*** INPUT FOR THIS TASK ***

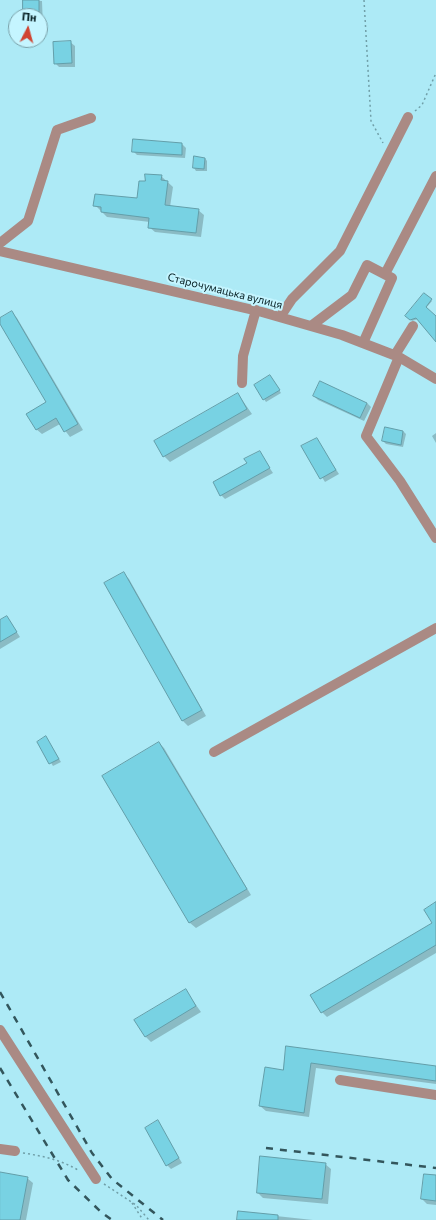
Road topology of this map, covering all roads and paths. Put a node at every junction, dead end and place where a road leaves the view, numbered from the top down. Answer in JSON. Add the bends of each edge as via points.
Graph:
{"nodes":[{"id":1,"x":364,"y":0,"type":"edge"},
{"id":2,"x":436,"y":73,"type":"edge"},
{"id":3,"x":91,"y":118,"type":"dead end"},
{"id":4,"x":408,"y":118,"type":"joint"},
{"id":5,"x":390,"y":153,"type":"junction"},
{"id":6,"x":436,"y":176,"type":"edge"},
{"id":7,"x":0,"y":243,"type":"edge"},
{"id":8,"x":0,"y":252,"type":"edge"},
{"id":9,"x":385,"y":274,"type":"junction"},
{"id":10,"x":256,"y":310,"type":"junction"},
{"id":11,"x":280,"y":317,"type":"junction"},
{"id":12,"x":310,"y":326,"type":"junction"},
{"id":13,"x":413,"y":326,"type":"dead end"},
{"id":14,"x":363,"y":343,"type":"junction"},
{"id":15,"x":397,"y":356,"type":"junction"},
{"id":16,"x":436,"y":379,"type":"edge"},
{"id":17,"x":242,"y":383,"type":"dead end"},
{"id":18,"x":436,"y":538,"type":"edge"},
{"id":19,"x":436,"y":628,"type":"edge"},
{"id":20,"x":214,"y":752,"type":"dead end"},
{"id":21,"x":0,"y":1030,"type":"edge"},
{"id":22,"x":340,"y":1080,"type":"dead end"},
{"id":23,"x":436,"y":1095,"type":"edge"},
{"id":24,"x":0,"y":1149,"type":"edge"},
{"id":25,"x":15,"y":1151,"type":"joint"},
{"id":26,"x":96,"y":1179,"type":"junction"},
{"id":27,"x":131,"y":1202,"type":"junction"},
{"id":28,"x":143,"y":1220,"type":"edge"},
{"id":29,"x":149,"y":1220,"type":"edge"}],
"edges":[{"from":1,"to":5,"type":"path","via":[[371,121]]},
{"from":2,"to":4,"type":"path","via":[[422,105]]},
{"from":3,"to":7,"type":"street","via":[[57,130],[28,221]]},
{"from":4,"to":5,"type":"street"},
{"from":5,"to":11,"type":"street","via":[[340,251],[292,299]]},
{"from":6,"to":9,"type":"street"},
{"from":8,"to":10,"type":"street","name":"Старочумацька вулиця"},
{"from":9,"to":12,"type":"street","via":[[367,265],[352,295]]},
{"from":9,"to":14,"type":"street","via":[[392,278]]},
{"from":10,"to":11,"type":"street","name":"Старочумацька вулиця"},
{"from":10,"to":17,"type":"street","via":[[243,356]]},
{"from":11,"to":12,"type":"street","name":"Старочумацька вулиця"},
{"from":12,"to":14,"type":"street","name":"Старочумацька вулиця"},
{"from":13,"to":15,"type":"street"},
{"from":14,"to":15,"type":"street","name":"Старочумацька вулиця"},
{"from":15,"to":16,"type":"street","name":"Старочумацька вулиця"},
{"from":15,"to":18,"type":"street","via":[[366,436],[400,481]]},
{"from":19,"to":20,"type":"street"},
{"from":21,"to":26,"type":"street"},
{"from":22,"to":23,"type":"street"},
{"from":24,"to":25,"type":"street"},
{"from":25,"to":26,"type":"path","via":[[66,1163]]},
{"from":26,"to":27,"type":"path"},
{"from":27,"to":28,"type":"path"},
{"from":27,"to":29,"type":"path"}]}
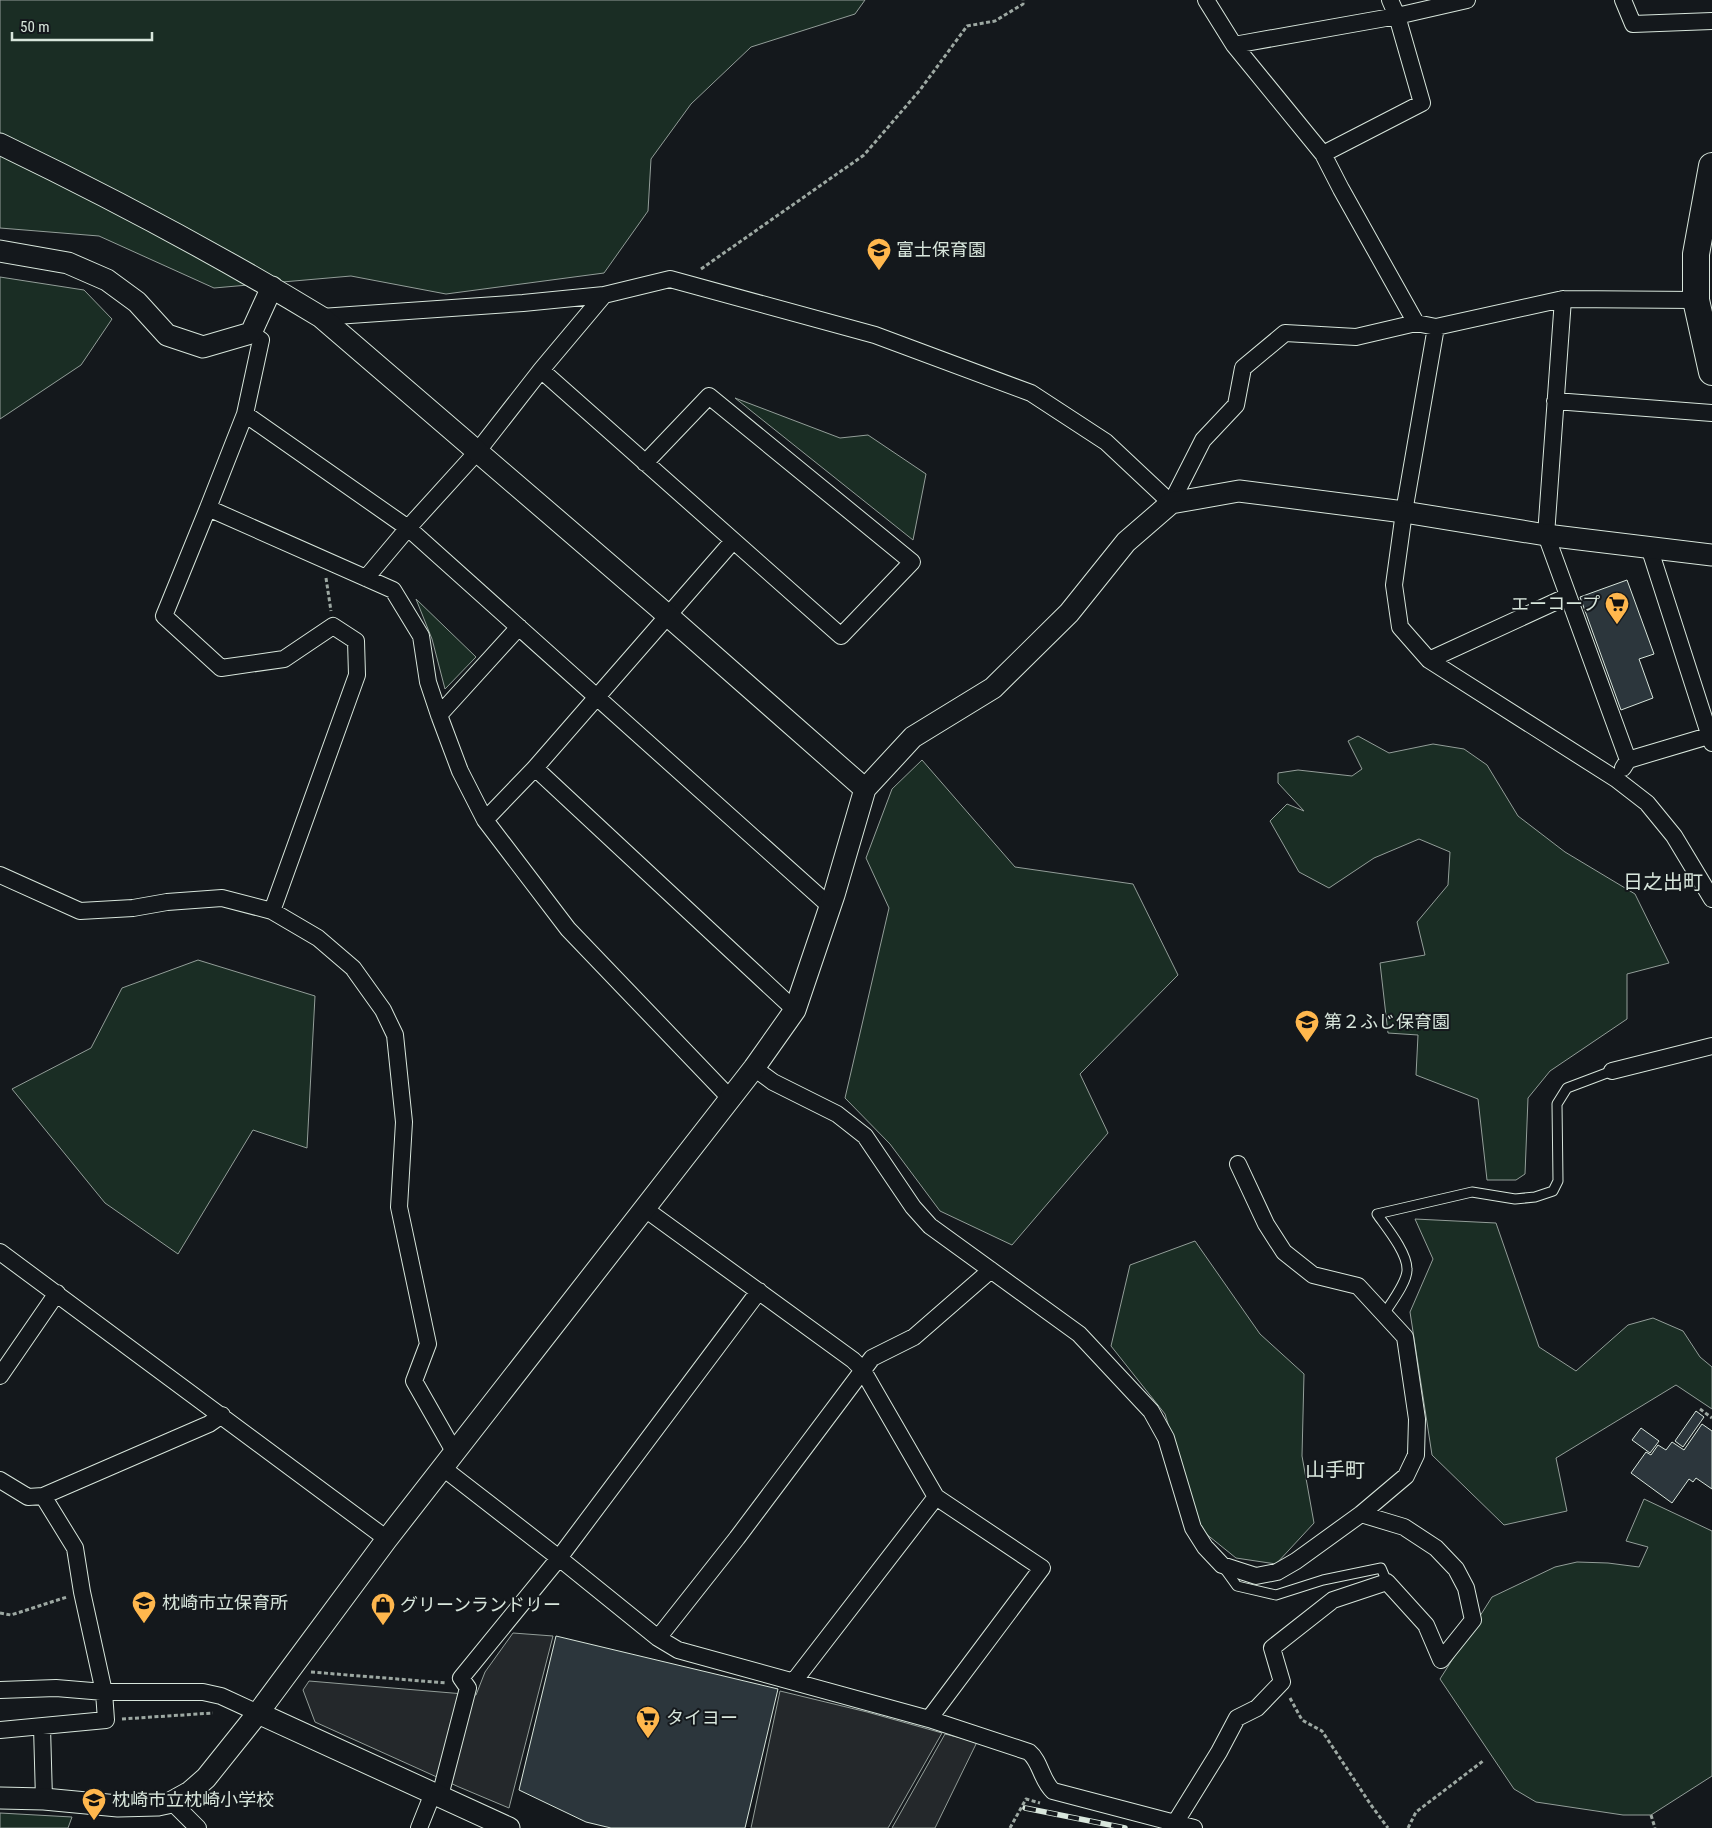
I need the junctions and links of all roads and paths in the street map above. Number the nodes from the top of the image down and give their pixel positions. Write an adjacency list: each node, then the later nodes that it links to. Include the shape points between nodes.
1 (1023, 0): 14 (path, via 1023,4 996,21 967,26 920,90 864,155)
2 (1206, 0): 8 (street)
3 (1390, 0): 6 (street)
4 (1467, 0): 6 (street)
5 (1623, 0): 7 (street, via 1633,24)
6 (1397, 16): 8 (street); 10 (street, via 1422,103)
7 (1712, 21)
8 (1234, 45): 10 (street)
9 (0, 144): 15 (street, via 91,188)
10 (1323, 154): 20 (street)
11 (1712, 166): 13 (main road)
12 (0, 251): 22 (street, via 68,263 107,280 137,302 167,335 203,347)
13 (1704, 253): 18 (main road)
14 (682, 283): 16 (street, via 670,279); 30 (street, via 875,335 1031,393 1106,442)
15 (272, 288): 19 (street); 22 (street)
16 (604, 295): 19 (street); 23 (street)
17 (1563, 299): 18 (street); 21 (street); 25 (street)
18 (1696, 300): 24 (main road)
19 (321, 317): 28 (street)
20 (1416, 323): 21 (street); 30 (street, via 1356,337 1285,333 1243,368 1236,405 1203,440)
21 (1436, 328): 32 (street)
22 (251, 333): 27 (street, via 261,340)
23 (541, 370): 28 (street); 29 (street)
24 (1712, 372)
25 (1555, 401): 26 (street); 34 (street)
26 (1712, 413)
27 (244, 414): 31 (street); 33 (street)
28 (477, 452): 33 (street); 41 (street)
29 (646, 463): 35 (street); 35 (street, via 709,396 912,562 841,636)
30 (1171, 503): 32 (street, via 1239,491); 51 (street, via 1126,542 1069,613 993,688 913,737)
31 (208, 508): 38 (street); 42 (street, via 164,616 220,668 284,659)
32 (1404, 512): 34 (street); 44 (street, via 1394,585 1400,627)
33 (408, 528): 39 (street); 43 (street)
34 (1546, 535): 36 (street); 40 (street)
35 (733, 541): 41 (street)
36 (1649, 547): 37 (street); 47 (street)
37 (1712, 555)
38 (323, 560): 39 (street); 42 (path)
39 (366, 578): 46 (street, via 393,590 420,636 428,682)
40 (1568, 596): 44 (street); 48 (street)
41 (668, 615): 45 (street); 51 (street)
42 (333, 626): 56 (street, via 356,641 357,675)
43 (519, 627): 45 (street); 46 (street)
44 (1429, 660): 50 (street)
45 (597, 697): 49 (street); 55 (street)
46 (439, 715): 52 (street, via 460,771)
47 (1711, 738): 48 (street)
48 (1628, 760): 50 (street)
49 (535, 768): 52 (street); 57 (street)
50 (1616, 779): 54 (street, via 1647,803 1674,836)
51 (865, 789): 55 (street)
52 (485, 820): 61 (street, via 568,929)
53 (0, 875): 56 (street, via 80,911 222,898)
54 (1712, 899)
55 (831, 907): 57 (street)
56 (272, 911): 74 (street, via 318,938 353,968 383,1010 395,1035 404,1122 399,1207 428,1344 414,1381)
57 (795, 1010): 59 (street)
58 (1712, 1046): 60 (street)
59 (754, 1068): 61 (street); 65 (street, via 773,1082 837,1114 865,1136 913,1207 930,1226)
60 (1612, 1071): 68 (lane, via 1567,1088 1557,1104 1558,1182 1553,1191 1514,1199 1472,1192 1377,1214 1406,1261 1408,1270)
61 (730, 1098): 63 (street)
62 (1238, 1164): 68 (street, via 1266,1224 1284,1252 1313,1275 1358,1286)
63 (645, 1208): 66 (street); 74 (street)
64 (0, 1252): 67 (street)
65 (991, 1270): 69 (street, via 926,1328 872,1358); 81 (street, via 1079,1334 1151,1410 1166,1438 1193,1528)
66 (759, 1291): 69 (street); 80 (street)
67 (57, 1293): 70 (street); 72 (street)
68 (1384, 1314): 78 (street, via 1405,1336 1417,1419 1416,1455 1406,1476)
69 (862, 1369): 77 (street); 85 (street, via 737,1538)
70 (0, 1376)
71 (1700, 1409): 73 (path)
72 (222, 1416): 76 (street); 79 (street)
73 (1712, 1418)
74 (449, 1461): 79 (street); 80 (street)
75 (0, 1480): 76 (street, via 28,1497)
76 (43, 1496): 83 (street, via 75,1548)
77 (936, 1496): 88 (street); 94 (street, via 1042,1568)
78 (1361, 1514): 81 (street, via 1277,1572 1256,1576); 82 (street, via 1404,1527 1436,1548 1456,1569 1466,1588 1473,1620 1441,1660 1426,1625)
79 (387, 1539): 86 (street)
80 (559, 1558): 85 (street); 87 (street)
81 (1222, 1565): 82 (lane, via 1237,1586 1276,1595 1323,1580 1381,1568)
82 (1387, 1582): 89 (street, via 1333,1600 1272,1648)
83 (82, 1592): 84 (path, via 11,1615); 91 (street)
84 (0, 1613)
85 (658, 1638): 88 (street, via 678,1650)
86 (288, 1670): 87 (path, via 449,1683); 93 (street)
87 (461, 1678): 99 (street, via 468,1688)
88 (794, 1681): 94 (street)
89 (1282, 1682): 105 (street, via 1257,1708 1237,1718); 111 (path, via 1302,1720 1322,1731)
90 (0, 1690): 91 (street, via 56,1688)
91 (104, 1692): 93 (street, via 203,1692); 95 (street)
92 (221, 1713): 95 (path)
93 (258, 1713): 99 (street); 102 (street, via 206,1778)
94 (929, 1719): 105 (street, via 1029,1752 1035,1757 1047,1786 1053,1792)
95 (106, 1720): 96 (street)
96 (42, 1727): 97 (street); 101 (street)
97 (0, 1730)
98 (1483, 1761): 112 (path, via 1416,1812)
99 (436, 1795): 107 (street); 108 (street)
100 (0, 1798): 101 (street)
101 (44, 1799): 102 (street, via 145,1807)
102 (172, 1802): 106 (street)
103 (1042, 1804): 109 (path, via 1026,1799)
104 (1651, 1814): 113 (path)
105 (1175, 1823): 110 (street)
106 (198, 1828)
107 (419, 1828)
108 (509, 1828)
109 (1010, 1828)
110 (1194, 1828)
111 (1388, 1828)
112 (1408, 1828)
113 (1654, 1828)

*** End of INPUT FOR THIS TASK ***

WHAT YOU HAVE TO DO — Take from the listing above each line containing "joint".

WORKED SOLUTION —
{"id":4,"x":408,"y":118,"type":"joint"},
{"id":25,"x":15,"y":1151,"type":"joint"},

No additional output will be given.